▶ **Exercise objective**:
Restate each entry below word for word, without skipping any.

====

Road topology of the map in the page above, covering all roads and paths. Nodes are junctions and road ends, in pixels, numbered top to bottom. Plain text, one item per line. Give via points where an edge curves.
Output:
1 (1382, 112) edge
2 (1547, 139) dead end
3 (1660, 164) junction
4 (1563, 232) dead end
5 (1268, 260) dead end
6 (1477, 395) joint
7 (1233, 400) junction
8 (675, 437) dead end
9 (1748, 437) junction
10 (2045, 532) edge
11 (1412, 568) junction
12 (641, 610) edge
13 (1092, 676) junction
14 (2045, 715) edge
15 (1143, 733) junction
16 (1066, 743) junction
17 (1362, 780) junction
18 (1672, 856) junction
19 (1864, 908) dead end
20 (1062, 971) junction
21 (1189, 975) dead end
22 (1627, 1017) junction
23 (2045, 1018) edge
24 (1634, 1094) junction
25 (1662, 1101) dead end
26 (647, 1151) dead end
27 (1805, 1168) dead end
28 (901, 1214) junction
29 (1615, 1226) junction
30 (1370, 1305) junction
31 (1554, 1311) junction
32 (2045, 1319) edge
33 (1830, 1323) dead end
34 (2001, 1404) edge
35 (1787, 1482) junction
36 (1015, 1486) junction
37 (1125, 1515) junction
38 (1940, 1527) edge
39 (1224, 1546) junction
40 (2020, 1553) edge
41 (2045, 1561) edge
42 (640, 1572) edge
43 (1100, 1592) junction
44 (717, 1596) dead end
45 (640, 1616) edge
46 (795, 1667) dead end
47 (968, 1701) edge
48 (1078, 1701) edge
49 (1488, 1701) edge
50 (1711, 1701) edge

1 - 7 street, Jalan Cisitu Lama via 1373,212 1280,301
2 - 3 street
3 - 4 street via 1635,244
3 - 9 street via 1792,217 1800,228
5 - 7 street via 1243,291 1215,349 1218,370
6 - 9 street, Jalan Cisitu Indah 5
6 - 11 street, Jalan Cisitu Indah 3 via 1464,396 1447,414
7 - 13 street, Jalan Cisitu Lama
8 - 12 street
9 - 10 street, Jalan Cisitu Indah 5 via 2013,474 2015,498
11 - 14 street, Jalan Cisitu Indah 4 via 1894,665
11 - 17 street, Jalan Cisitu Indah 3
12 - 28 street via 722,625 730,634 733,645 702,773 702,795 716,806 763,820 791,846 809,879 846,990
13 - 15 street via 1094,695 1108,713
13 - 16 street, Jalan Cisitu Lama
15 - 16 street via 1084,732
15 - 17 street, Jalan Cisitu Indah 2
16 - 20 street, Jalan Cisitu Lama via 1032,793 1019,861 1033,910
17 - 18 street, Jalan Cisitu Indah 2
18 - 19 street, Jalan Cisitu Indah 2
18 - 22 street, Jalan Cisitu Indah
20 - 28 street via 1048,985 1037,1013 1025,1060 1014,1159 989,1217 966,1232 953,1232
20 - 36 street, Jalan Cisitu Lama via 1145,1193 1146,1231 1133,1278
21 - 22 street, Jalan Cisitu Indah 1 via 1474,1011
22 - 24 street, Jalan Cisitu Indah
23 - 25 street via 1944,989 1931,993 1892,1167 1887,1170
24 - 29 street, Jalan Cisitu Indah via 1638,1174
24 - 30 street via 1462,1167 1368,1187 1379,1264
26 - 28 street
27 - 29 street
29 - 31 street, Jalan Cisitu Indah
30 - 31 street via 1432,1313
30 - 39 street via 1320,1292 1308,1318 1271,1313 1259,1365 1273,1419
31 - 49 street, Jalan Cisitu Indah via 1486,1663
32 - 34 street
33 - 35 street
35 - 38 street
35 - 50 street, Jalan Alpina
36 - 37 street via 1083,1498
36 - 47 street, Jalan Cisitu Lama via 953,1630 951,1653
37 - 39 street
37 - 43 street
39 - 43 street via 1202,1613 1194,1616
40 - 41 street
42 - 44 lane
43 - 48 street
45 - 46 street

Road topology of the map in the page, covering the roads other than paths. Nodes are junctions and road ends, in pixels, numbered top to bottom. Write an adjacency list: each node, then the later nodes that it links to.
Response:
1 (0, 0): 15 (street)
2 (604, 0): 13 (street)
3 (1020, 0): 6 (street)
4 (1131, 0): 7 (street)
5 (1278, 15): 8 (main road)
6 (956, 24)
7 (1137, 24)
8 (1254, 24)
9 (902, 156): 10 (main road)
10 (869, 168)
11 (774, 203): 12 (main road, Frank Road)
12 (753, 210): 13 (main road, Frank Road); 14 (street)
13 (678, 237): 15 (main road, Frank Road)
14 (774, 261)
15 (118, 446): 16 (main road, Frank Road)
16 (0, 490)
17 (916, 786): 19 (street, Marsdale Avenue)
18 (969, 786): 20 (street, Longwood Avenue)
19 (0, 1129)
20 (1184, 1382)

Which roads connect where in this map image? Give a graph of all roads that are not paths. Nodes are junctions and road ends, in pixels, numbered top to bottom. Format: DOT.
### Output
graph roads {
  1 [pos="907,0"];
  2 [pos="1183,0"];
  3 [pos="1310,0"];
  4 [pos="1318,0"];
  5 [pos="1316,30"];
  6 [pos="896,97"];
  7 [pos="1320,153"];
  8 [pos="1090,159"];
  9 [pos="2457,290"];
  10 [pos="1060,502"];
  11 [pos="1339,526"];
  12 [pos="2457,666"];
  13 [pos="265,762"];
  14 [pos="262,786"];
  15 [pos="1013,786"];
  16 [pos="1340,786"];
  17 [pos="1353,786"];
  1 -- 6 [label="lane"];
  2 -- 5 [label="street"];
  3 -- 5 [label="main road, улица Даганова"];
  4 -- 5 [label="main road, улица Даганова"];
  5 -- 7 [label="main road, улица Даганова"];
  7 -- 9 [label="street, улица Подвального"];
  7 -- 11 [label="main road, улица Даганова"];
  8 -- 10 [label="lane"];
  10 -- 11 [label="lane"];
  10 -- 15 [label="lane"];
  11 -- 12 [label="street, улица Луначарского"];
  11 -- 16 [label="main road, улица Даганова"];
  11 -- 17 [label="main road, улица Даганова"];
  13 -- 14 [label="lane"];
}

====

▶ **Output of the exercise**:
Road topology of the map in the page above, covering all roads and paths. Nodes are junctions and road ends, in pixels, numbered top to bottom. Plain text, one item per line. Give via points where an edge curves.
Output:
1 (1382, 112) edge
2 (1547, 139) dead end
3 (1660, 164) junction
4 (1563, 232) dead end
5 (1268, 260) dead end
6 (1477, 395) joint
7 (1233, 400) junction
8 (675, 437) dead end
9 (1748, 437) junction
10 (2045, 532) edge
11 (1412, 568) junction
12 (641, 610) edge
13 (1092, 676) junction
14 (2045, 715) edge
15 (1143, 733) junction
16 (1066, 743) junction
17 (1362, 780) junction
18 (1672, 856) junction
19 (1864, 908) dead end
20 (1062, 971) junction
21 (1189, 975) dead end
22 (1627, 1017) junction
23 (2045, 1018) edge
24 (1634, 1094) junction
25 (1662, 1101) dead end
26 (647, 1151) dead end
27 (1805, 1168) dead end
28 (901, 1214) junction
29 (1615, 1226) junction
30 (1370, 1305) junction
31 (1554, 1311) junction
32 (2045, 1319) edge
33 (1830, 1323) dead end
34 (2001, 1404) edge
35 (1787, 1482) junction
36 (1015, 1486) junction
37 (1125, 1515) junction
38 (1940, 1527) edge
39 (1224, 1546) junction
40 (2020, 1553) edge
41 (2045, 1561) edge
42 (640, 1572) edge
43 (1100, 1592) junction
44 (717, 1596) dead end
45 (640, 1616) edge
46 (795, 1667) dead end
47 (968, 1701) edge
48 (1078, 1701) edge
49 (1488, 1701) edge
50 (1711, 1701) edge

1 - 7 street, Jalan Cisitu Lama via 1373,212 1280,301
2 - 3 street
3 - 4 street via 1635,244
3 - 9 street via 1792,217 1800,228
5 - 7 street via 1243,291 1215,349 1218,370
6 - 9 street, Jalan Cisitu Indah 5
6 - 11 street, Jalan Cisitu Indah 3 via 1464,396 1447,414
7 - 13 street, Jalan Cisitu Lama
8 - 12 street
9 - 10 street, Jalan Cisitu Indah 5 via 2013,474 2015,498
11 - 14 street, Jalan Cisitu Indah 4 via 1894,665
11 - 17 street, Jalan Cisitu Indah 3
12 - 28 street via 722,625 730,634 733,645 702,773 702,795 716,806 763,820 791,846 809,879 846,990
13 - 15 street via 1094,695 1108,713
13 - 16 street, Jalan Cisitu Lama
15 - 16 street via 1084,732
15 - 17 street, Jalan Cisitu Indah 2
16 - 20 street, Jalan Cisitu Lama via 1032,793 1019,861 1033,910
17 - 18 street, Jalan Cisitu Indah 2
18 - 19 street, Jalan Cisitu Indah 2
18 - 22 street, Jalan Cisitu Indah
20 - 28 street via 1048,985 1037,1013 1025,1060 1014,1159 989,1217 966,1232 953,1232
20 - 36 street, Jalan Cisitu Lama via 1145,1193 1146,1231 1133,1278
21 - 22 street, Jalan Cisitu Indah 1 via 1474,1011
22 - 24 street, Jalan Cisitu Indah
23 - 25 street via 1944,989 1931,993 1892,1167 1887,1170
24 - 29 street, Jalan Cisitu Indah via 1638,1174
24 - 30 street via 1462,1167 1368,1187 1379,1264
26 - 28 street
27 - 29 street
29 - 31 street, Jalan Cisitu Indah
30 - 31 street via 1432,1313
30 - 39 street via 1320,1292 1308,1318 1271,1313 1259,1365 1273,1419
31 - 49 street, Jalan Cisitu Indah via 1486,1663
32 - 34 street
33 - 35 street
35 - 38 street
35 - 50 street, Jalan Alpina
36 - 37 street via 1083,1498
36 - 47 street, Jalan Cisitu Lama via 953,1630 951,1653
37 - 39 street
37 - 43 street
39 - 43 street via 1202,1613 1194,1616
40 - 41 street
42 - 44 lane
43 - 48 street
45 - 46 street

Road topology of the map in the page, covering the roads other than paths. Nodes are junctions and road ends, in pixels, numbered top to bottom. Write an adjacency list: each node, then the later nodes that it links to.
Response:
1 (0, 0): 15 (street)
2 (604, 0): 13 (street)
3 (1020, 0): 6 (street)
4 (1131, 0): 7 (street)
5 (1278, 15): 8 (main road)
6 (956, 24)
7 (1137, 24)
8 (1254, 24)
9 (902, 156): 10 (main road)
10 (869, 168)
11 (774, 203): 12 (main road, Frank Road)
12 (753, 210): 13 (main road, Frank Road); 14 (street)
13 (678, 237): 15 (main road, Frank Road)
14 (774, 261)
15 (118, 446): 16 (main road, Frank Road)
16 (0, 490)
17 (916, 786): 19 (street, Marsdale Avenue)
18 (969, 786): 20 (street, Longwood Avenue)
19 (0, 1129)
20 (1184, 1382)

Which roads connect where in this map image? Give a graph of all roads that are not paths. Nodes are junctions and road ends, in pixels, numbered top to bottom. Format: DOT.
### Output
graph roads {
  1 [pos="907,0"];
  2 [pos="1183,0"];
  3 [pos="1310,0"];
  4 [pos="1318,0"];
  5 [pos="1316,30"];
  6 [pos="896,97"];
  7 [pos="1320,153"];
  8 [pos="1090,159"];
  9 [pos="2457,290"];
  10 [pos="1060,502"];
  11 [pos="1339,526"];
  12 [pos="2457,666"];
  13 [pos="265,762"];
  14 [pos="262,786"];
  15 [pos="1013,786"];
  16 [pos="1340,786"];
  17 [pos="1353,786"];
  1 -- 6 [label="lane"];
  2 -- 5 [label="street"];
  3 -- 5 [label="main road, улица Даганова"];
  4 -- 5 [label="main road, улица Даганова"];
  5 -- 7 [label="main road, улица Даганова"];
  7 -- 9 [label="street, улица Подвального"];
  7 -- 11 [label="main road, улица Даганова"];
  8 -- 10 [label="lane"];
  10 -- 11 [label="lane"];
  10 -- 15 [label="lane"];
  11 -- 12 [label="street, улица Луначарского"];
  11 -- 16 [label="main road, улица Даганова"];
  11 -- 17 [label="main road, улица Даганова"];
  13 -- 14 [label="lane"];
}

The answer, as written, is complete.